I’ve been a part of Jenna Goldsmith’s Writing Across the Curriculum (WAC) Faculty Learning Community (FLC) this year (we call ourselves WAC-Y). I highly recommend getting involved in this FLC! Great discussions about pedagogy, the purpose and importance of writing in our classes, and our role in our students’ process of (self) discovery.

Today our session was about “Productive Uncertainty and Postpedagogical Practice.” As McIntyre (2018) writes, “Postpedagogy emphasizes experimentation and reflection as integral to composing processes, especially digital composing.” Aside from our awesome discussion about how “struggle” is part of the developmental writing process, “reflection” on that process is just as important. Do our students know how to “self-critique?” Do we give them the tools to evaluate their work as part of this reflective process? As Peter pointed out, “there is nothing as good as a good rubric.”

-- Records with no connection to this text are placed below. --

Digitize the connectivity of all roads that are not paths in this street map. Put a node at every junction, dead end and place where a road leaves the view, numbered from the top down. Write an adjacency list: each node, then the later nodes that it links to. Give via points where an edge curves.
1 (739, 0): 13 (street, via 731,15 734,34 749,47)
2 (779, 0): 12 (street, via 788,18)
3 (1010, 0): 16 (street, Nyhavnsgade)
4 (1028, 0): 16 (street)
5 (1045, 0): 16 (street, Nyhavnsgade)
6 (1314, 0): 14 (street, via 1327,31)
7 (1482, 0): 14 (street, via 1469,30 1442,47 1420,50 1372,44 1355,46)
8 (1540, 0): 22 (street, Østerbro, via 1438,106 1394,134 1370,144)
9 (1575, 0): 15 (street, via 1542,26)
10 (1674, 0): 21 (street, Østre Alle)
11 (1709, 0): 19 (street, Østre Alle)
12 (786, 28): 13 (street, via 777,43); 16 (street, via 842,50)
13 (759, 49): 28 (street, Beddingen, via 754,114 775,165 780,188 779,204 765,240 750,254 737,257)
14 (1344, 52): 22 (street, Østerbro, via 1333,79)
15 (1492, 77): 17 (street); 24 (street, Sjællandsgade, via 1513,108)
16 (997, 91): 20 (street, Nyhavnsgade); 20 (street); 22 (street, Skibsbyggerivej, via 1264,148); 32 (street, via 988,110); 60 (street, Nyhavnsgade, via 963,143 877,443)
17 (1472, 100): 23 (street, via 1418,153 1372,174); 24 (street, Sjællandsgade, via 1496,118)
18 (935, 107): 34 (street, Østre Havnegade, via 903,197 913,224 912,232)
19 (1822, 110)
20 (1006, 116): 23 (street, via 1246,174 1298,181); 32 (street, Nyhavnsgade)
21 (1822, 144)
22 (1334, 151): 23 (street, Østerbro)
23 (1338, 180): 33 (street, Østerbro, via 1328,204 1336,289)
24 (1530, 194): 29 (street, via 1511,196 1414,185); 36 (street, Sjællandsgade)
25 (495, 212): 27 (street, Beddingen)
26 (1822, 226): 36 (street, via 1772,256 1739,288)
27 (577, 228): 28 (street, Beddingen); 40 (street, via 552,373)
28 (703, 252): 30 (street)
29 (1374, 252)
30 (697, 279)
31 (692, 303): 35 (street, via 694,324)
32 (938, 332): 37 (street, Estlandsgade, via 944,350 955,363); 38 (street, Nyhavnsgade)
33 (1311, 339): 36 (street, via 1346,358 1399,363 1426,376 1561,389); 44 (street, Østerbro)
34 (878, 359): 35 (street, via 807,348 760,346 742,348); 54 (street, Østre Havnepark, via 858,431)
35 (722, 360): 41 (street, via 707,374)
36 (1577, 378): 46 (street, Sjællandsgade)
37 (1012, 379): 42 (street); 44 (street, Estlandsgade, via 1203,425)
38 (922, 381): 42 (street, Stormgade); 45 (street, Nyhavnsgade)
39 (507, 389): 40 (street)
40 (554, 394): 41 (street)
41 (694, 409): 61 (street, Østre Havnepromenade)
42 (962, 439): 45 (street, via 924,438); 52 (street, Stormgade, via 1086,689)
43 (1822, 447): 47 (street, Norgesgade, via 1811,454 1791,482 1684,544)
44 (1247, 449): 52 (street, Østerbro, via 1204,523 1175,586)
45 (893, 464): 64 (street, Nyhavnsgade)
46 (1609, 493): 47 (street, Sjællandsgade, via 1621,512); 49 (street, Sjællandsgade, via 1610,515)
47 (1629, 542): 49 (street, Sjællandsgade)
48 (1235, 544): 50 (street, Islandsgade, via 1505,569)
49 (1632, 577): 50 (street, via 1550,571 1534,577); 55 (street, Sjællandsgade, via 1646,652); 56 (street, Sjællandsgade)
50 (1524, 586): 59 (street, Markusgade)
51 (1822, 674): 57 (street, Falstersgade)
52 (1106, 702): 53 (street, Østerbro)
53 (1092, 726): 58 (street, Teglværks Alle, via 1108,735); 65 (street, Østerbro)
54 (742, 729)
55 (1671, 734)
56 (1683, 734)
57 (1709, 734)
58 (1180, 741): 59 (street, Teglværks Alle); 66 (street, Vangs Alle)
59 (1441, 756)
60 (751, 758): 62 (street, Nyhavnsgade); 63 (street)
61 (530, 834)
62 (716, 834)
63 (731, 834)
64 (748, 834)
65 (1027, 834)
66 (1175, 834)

Related to our discussion, I ran across the attached article about facilitating an important thought process for our students, namely, understanding the purpose of an assignment and how the work fits into course objectives, program requirements, professional goals, and life in general. The best part is that the example has students evaluate the course syllabus with these things in mind. I have never done this! (Today I shamefully admitted that I didn’t do the reading for our WAC session because I didn’t know there was any…to my amazement, it was ON THE SYLLABUS!) Point taken.

Look over the sample template. Imagine what might happen if we created such a guide for our students for most assignments. Do you think there would ever be a question in their minds about WHY we’re having them do something in our class, WHY it matters to their discipline, or HOW they will use this in their life ever again? Not only does this structure require that students think (and write) about these things, but it also engages them in self-reflection/critique of their work with a checklist and provides the rubric on which they will be assessed.

As you plan for next term, consider utilizing this assignment tool. More importantly, let your students know WHY you’ve adopted this structure and WHY reflection and self-evaluation matters. The more we can contextualize our assignments within a course, program, and life in general, the better students will understand how to communicate the transferable skills they’ve learned as part of their educational experience.